Re: draft proposal for catalog resolution [market distinction]

At 01:56 31/03/97 -0500, Lee wrote:
>I can't imagine many people choosing which XML product to buy based
>chiefly on the way it resolves PUBLIC identifiers.

Not chiefly, but that fact that one handles them and another doesn't
could be significant (or that one handles them in a sensible manner
and another does something silly).

>No, Paul and others, the market won't decide PUBLIC for us.

I wouldn't want to bet on anything these days. Lots of people never
thought IBM's stock would slip :-)

>What they will do is frustrate users.

Right. Like they do at the moment,

>The reasoning has to be based on what will maximise interoperability.
>Our market is not going to prefer one mutually incompatible browser
>or editor or whatever over another -- it is going to prefer HTML or
>PDF, where these hassles go away.

But it's not...that's the whole point. The market will prefer whatever
looks cutest, just like they do at the moment. If two products are
pretty much neck-and-neck, but one keeps complaining "Cannot resolve
FPI" (no names, no pack drill) and the other tries sensibly each of
the options until it finds resolution, then I know which one I'd

>If we make the mistake of allowing PUBLIC, we have at least to _try_
>and ensure that every XML processor can handle every XML file on
>the web without human intervention.  

No we don't. That's the job of the implementors. OK, "we" might mean
you-working-for-SQ, sure. Our job is to provide the handles or hooks
to allow them to do so. If we allow PUBLIC, we have to document what
it's for, and how to resolve it. They can accept or reject this, and
decide to support it or not, regardless of what the "rules" of XML
say (just like now). Their problem.

>People hoping to put URNs in PUBLIC identifiers will have to check
>that it's OK not to have ! @ # % ^ & _ { } [ ] | \ ~ ` ; < > , in
>URNs, as they are forbidden in PUBLIC identifiers.  Perhaps SGML
>could be changed here, as there doesn't seem any advantage to
>restricting the character set, and it's going to look odd to allow
>Kanji or Devanagari or accented Latin characters in SYSTEM IDs
>such as file names and URLs (URL internationalisation is in progress,
>but file: URLs are already OK in practice at least, and you can
>escape characters in URLs with %, a character not allowed in a
>PUBLIC Id) and have A-Za-z 0-9 and a little punctuation in PUBLIC
>identifiers, that are supposed to be more powerful.

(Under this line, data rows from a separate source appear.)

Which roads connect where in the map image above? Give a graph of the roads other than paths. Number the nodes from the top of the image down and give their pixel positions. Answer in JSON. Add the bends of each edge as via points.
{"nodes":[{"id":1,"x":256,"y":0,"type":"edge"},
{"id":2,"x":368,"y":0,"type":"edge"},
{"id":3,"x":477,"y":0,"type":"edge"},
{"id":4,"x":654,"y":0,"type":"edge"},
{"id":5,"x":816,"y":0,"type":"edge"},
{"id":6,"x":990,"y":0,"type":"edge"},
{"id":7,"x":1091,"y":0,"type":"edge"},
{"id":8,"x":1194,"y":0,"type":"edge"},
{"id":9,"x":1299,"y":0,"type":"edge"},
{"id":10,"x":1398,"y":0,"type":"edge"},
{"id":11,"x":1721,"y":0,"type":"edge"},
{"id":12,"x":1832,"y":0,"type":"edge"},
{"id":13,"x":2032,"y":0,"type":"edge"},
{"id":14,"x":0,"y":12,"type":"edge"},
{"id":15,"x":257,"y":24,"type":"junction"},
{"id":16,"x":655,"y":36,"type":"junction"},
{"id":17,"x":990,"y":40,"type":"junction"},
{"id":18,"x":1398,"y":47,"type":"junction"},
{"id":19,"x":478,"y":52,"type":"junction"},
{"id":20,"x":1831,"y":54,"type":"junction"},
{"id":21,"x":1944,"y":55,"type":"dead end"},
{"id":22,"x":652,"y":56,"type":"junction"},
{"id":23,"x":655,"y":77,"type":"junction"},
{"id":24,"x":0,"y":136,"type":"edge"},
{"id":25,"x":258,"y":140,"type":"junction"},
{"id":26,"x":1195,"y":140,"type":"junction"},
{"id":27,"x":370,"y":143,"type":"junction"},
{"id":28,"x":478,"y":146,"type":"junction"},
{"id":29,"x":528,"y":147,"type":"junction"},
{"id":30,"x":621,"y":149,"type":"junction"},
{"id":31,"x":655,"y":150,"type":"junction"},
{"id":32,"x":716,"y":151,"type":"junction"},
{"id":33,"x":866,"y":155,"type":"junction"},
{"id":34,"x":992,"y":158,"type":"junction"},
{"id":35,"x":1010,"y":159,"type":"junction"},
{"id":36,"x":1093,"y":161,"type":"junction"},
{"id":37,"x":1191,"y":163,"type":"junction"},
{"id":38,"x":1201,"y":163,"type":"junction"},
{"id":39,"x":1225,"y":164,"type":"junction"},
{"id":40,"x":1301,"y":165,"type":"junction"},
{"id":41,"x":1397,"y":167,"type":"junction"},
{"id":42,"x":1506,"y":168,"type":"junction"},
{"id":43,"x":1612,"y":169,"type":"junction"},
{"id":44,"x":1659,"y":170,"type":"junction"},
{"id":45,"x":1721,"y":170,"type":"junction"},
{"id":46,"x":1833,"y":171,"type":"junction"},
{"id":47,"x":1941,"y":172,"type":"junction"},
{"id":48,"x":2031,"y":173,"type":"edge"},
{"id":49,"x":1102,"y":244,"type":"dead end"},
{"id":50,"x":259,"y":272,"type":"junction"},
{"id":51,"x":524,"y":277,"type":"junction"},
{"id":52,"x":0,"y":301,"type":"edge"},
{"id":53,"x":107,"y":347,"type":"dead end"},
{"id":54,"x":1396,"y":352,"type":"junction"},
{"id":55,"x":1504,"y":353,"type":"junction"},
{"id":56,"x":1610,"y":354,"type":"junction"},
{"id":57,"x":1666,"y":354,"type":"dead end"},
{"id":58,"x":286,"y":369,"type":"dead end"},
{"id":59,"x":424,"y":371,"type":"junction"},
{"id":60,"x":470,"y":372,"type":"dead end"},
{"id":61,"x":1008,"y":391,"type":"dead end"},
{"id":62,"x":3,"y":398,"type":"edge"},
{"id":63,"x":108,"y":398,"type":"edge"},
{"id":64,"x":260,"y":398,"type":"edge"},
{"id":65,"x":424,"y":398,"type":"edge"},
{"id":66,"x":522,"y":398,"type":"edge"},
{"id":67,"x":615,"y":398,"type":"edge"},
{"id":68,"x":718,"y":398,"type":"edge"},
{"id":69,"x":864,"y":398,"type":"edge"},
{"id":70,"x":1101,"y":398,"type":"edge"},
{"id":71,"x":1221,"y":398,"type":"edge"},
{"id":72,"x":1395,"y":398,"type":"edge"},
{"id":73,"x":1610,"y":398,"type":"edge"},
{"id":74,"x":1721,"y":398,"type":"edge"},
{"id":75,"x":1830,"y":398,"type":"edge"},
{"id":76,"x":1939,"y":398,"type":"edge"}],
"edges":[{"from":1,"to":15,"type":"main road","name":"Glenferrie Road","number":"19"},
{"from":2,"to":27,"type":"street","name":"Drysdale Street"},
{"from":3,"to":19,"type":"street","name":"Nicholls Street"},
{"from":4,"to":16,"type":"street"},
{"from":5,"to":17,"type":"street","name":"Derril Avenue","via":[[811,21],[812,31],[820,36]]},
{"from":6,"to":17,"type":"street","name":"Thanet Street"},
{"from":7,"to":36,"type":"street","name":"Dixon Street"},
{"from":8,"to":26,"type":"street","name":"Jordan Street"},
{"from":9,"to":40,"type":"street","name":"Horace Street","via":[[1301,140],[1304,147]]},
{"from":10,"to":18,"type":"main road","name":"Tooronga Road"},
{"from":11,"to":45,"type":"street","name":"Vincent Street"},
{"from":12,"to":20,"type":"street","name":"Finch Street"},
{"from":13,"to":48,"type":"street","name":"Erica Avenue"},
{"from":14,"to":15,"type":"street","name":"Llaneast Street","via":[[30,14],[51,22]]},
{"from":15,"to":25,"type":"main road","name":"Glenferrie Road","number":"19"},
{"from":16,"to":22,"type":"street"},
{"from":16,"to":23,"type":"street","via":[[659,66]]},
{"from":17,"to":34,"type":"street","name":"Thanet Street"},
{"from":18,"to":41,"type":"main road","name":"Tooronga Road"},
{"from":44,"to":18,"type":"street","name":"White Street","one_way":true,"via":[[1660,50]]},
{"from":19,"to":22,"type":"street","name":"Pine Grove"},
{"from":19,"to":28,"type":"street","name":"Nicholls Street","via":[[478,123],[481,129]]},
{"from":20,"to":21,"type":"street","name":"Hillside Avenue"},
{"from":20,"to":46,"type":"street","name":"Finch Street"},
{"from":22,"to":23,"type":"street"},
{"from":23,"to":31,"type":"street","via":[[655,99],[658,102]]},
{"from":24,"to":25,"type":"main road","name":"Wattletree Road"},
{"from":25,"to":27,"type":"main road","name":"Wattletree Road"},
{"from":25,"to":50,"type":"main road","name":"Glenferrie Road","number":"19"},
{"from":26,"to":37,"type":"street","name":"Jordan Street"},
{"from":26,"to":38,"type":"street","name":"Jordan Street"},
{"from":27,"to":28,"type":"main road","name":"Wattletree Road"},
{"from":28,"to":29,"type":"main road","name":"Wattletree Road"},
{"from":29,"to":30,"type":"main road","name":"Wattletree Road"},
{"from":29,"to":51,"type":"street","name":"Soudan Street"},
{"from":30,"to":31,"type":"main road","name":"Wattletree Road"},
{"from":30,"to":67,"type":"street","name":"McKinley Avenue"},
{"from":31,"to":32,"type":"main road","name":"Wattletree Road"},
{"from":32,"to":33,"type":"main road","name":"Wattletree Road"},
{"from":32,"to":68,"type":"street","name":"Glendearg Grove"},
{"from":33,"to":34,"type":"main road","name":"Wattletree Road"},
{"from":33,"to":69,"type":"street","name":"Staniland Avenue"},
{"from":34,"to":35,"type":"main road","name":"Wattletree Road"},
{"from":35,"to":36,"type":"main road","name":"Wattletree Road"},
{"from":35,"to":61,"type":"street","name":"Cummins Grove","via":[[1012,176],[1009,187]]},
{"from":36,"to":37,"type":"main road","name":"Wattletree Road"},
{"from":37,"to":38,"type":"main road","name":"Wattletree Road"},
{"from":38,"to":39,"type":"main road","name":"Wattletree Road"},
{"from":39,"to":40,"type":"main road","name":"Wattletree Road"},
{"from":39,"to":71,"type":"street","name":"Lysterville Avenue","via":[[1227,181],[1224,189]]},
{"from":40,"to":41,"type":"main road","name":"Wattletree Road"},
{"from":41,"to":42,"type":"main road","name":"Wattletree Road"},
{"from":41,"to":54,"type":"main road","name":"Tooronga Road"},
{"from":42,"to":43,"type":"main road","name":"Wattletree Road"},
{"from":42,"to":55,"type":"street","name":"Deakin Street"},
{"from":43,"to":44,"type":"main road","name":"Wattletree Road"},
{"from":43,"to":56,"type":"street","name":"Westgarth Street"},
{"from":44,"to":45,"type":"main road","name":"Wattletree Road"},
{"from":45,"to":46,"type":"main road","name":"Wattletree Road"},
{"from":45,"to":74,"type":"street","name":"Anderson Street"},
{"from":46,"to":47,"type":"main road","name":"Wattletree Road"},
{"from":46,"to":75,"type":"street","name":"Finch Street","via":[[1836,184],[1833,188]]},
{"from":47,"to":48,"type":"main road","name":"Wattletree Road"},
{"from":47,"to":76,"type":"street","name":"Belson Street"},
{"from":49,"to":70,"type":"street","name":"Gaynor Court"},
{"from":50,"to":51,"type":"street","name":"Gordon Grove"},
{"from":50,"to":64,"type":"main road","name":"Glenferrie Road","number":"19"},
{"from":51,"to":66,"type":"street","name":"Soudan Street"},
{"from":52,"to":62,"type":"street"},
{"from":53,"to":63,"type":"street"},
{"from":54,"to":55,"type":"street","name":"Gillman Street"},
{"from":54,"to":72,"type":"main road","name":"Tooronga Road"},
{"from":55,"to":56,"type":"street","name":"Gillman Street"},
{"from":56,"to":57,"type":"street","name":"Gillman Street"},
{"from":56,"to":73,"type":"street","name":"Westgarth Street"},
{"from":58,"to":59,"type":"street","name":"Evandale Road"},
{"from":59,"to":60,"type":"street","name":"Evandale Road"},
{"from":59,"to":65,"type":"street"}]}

This is utterly specious: the character set used to express an FPI has
nothing to do with any supposed power of resolution. C does not
permit certain characters in variable names: does this make C any
less powerful than something that does?

    <!DOCTYPE xx [
	<!Entity catalog % SYSTEM "how to get catalog.xml">
	<!--* catalog.xml defines the yy entity *-->
It's all just too much, especially when the gains of using PUBLIC
>seem so small.  With [5] above you get almost all the benefits anyway,
>with a lower implementation cost, one fewer langauge, and heck, 

But where in your [5] do I state what doctype this is, what it's called,
and who is responsible for it, in a machine-processable manner that
is robust and unambiguous and not subject to mutability? Or is this
asking too much of XML?

I simply don't see the problem. Implementing PIDs is not rocket science:
I did it for my server in about 20 mins. OK, it doesn't handle all the
vagaries yet, and a well-aimed shot will probably flake it, but if I
had a day or two, and all the resources of a commercial developer, I
could make it reasonably bulletproof. Doing it using catalogs is even
easier, as it's just a lookup instead of an algorithm. 

>if we removed SYSTEM xxx from DOCTYPE, a smaller language!

Over my head. I don't see how you would do this.

>The missing benefit is that it's harder to do distributed resource
>mirroring without standardised names, as per Michael's TEI example.
>But we haven't solved that problem, ans if the URN group solves it,
>you can put URNs in your SYSTEM identifiers, and you _stil_ don't need

URNs are not a substitute for PIDs unless there's something special
about them that I've missed which lets them identify the same things
in the same kind of way.